» **WHAT IS EXPECTED**:
If a line of the material contains "Poltinkuja", copy it.

» **RECORDS TO USE**:
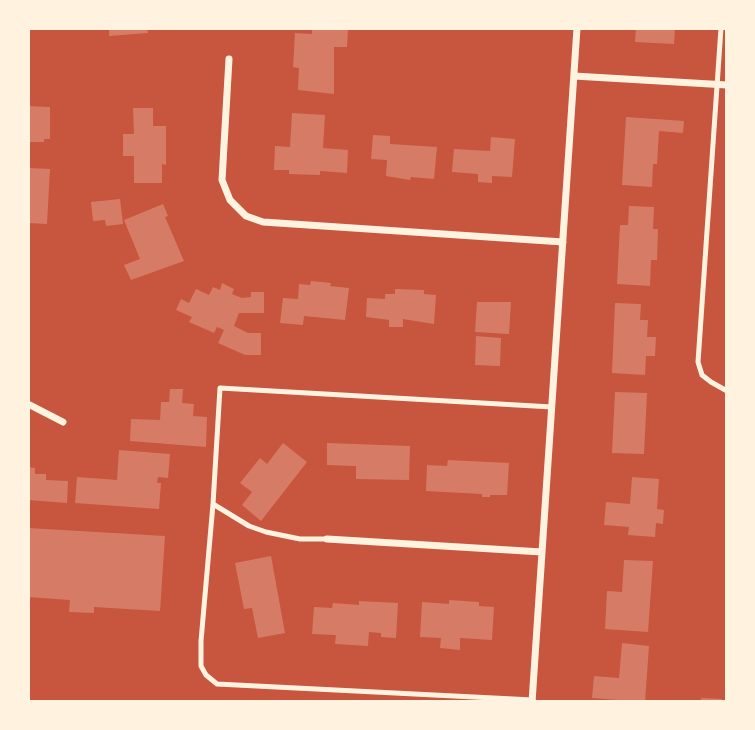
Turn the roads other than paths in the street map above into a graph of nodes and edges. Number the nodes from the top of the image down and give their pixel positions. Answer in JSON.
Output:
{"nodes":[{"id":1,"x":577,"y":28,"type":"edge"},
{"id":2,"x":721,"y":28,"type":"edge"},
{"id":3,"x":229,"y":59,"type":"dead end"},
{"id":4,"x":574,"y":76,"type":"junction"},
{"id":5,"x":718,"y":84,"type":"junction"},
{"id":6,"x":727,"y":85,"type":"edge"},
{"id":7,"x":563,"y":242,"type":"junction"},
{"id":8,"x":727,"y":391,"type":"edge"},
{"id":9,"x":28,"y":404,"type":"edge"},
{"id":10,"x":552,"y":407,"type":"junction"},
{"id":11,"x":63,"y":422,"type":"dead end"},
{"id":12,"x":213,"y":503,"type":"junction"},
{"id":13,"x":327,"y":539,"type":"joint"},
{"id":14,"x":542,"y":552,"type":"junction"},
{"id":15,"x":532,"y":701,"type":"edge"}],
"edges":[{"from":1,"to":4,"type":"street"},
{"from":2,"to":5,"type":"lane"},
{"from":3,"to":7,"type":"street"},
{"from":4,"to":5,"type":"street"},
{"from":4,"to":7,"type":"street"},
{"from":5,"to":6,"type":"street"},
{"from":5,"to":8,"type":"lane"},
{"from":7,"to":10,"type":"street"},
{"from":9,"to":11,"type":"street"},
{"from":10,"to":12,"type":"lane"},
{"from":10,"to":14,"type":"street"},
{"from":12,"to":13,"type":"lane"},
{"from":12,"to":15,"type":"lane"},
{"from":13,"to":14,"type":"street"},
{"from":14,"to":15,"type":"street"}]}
---
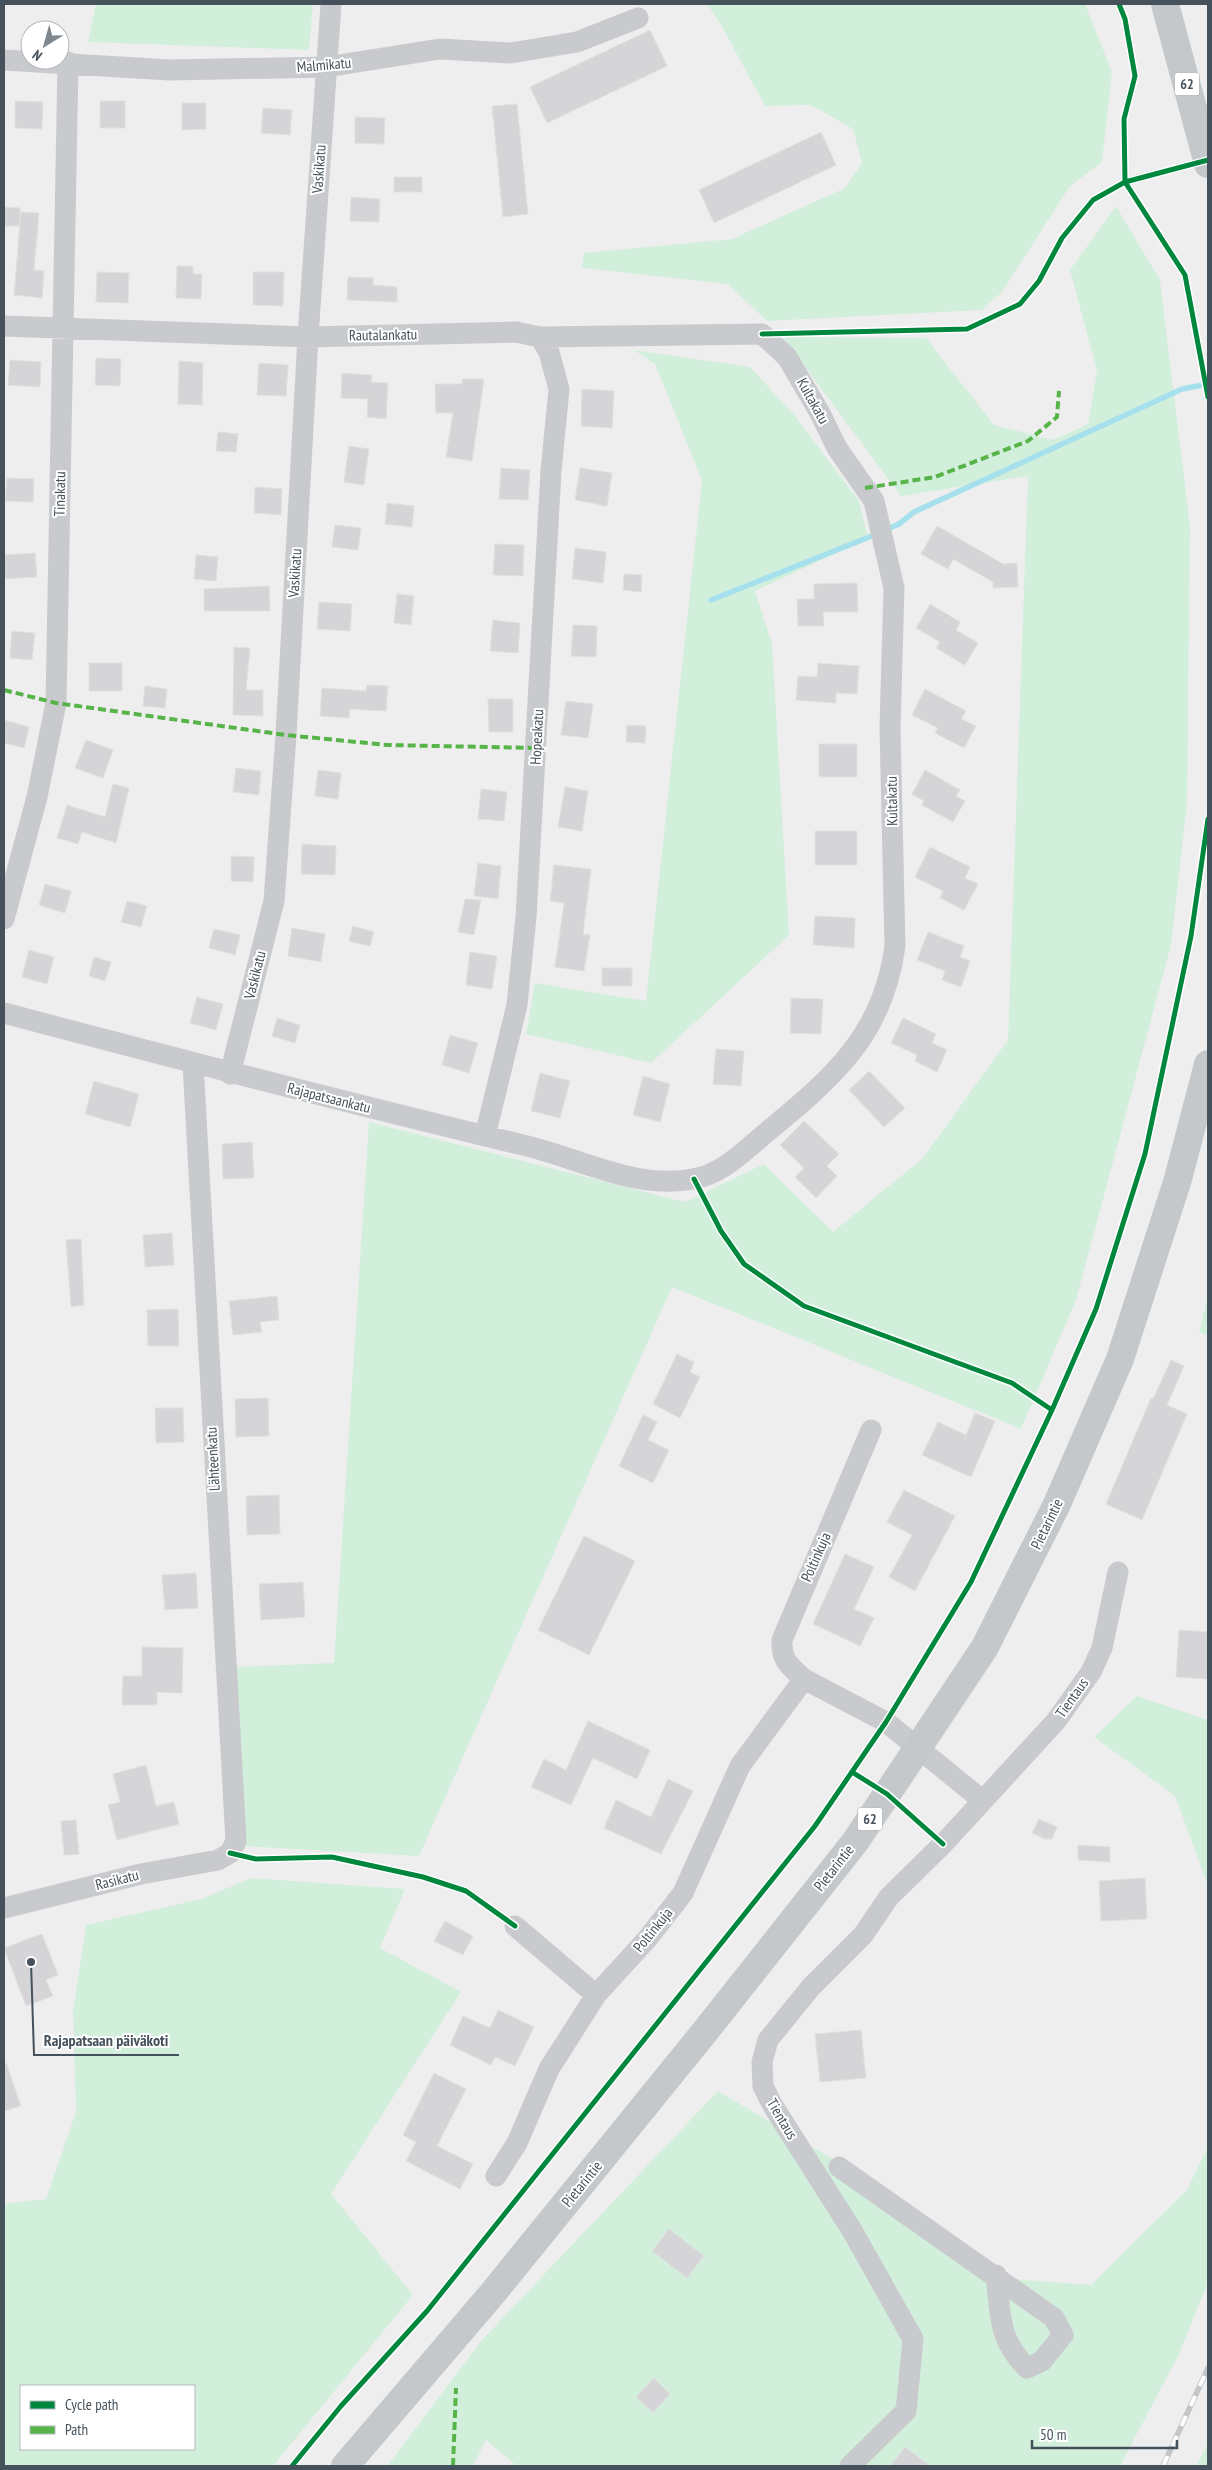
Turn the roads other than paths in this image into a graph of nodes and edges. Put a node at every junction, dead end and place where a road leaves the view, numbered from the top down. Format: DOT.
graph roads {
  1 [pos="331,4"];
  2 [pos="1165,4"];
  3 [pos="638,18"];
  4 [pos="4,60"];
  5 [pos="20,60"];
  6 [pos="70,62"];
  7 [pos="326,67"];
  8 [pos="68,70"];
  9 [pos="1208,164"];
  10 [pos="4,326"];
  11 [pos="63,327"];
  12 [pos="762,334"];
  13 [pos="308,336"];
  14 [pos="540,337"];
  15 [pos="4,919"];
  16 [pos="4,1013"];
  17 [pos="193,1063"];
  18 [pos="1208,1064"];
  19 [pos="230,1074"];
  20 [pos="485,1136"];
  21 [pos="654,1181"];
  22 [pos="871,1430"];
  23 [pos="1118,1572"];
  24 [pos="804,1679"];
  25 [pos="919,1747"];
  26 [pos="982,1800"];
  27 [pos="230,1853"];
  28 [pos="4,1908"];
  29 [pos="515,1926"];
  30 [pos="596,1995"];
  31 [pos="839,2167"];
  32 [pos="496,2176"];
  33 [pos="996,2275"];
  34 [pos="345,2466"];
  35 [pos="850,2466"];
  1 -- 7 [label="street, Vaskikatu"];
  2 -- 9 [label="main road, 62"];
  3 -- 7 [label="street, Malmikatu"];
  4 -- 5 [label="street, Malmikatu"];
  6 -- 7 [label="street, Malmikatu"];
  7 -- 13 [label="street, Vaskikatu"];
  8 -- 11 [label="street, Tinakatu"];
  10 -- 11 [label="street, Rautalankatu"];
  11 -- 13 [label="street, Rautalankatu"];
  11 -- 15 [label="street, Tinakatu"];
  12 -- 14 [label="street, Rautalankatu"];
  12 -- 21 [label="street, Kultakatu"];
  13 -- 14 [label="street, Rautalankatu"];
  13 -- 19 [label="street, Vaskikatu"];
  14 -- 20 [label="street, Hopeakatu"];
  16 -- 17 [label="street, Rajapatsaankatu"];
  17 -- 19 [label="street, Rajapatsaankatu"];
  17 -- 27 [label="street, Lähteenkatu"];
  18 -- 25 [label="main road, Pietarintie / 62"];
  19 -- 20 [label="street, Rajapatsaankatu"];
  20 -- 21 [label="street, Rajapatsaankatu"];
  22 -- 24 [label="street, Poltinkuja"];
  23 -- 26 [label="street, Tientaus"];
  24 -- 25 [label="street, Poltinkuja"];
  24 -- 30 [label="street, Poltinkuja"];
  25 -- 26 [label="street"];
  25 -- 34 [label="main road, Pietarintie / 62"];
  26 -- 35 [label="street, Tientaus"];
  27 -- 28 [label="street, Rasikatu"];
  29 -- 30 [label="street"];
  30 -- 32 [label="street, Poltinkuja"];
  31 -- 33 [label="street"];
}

» **ANSWER BOX**:
  22 -- 24 [label="street, Poltinkuja"];
  24 -- 25 [label="street, Poltinkuja"];
  24 -- 30 [label="street, Poltinkuja"];
  30 -- 32 [label="street, Poltinkuja"];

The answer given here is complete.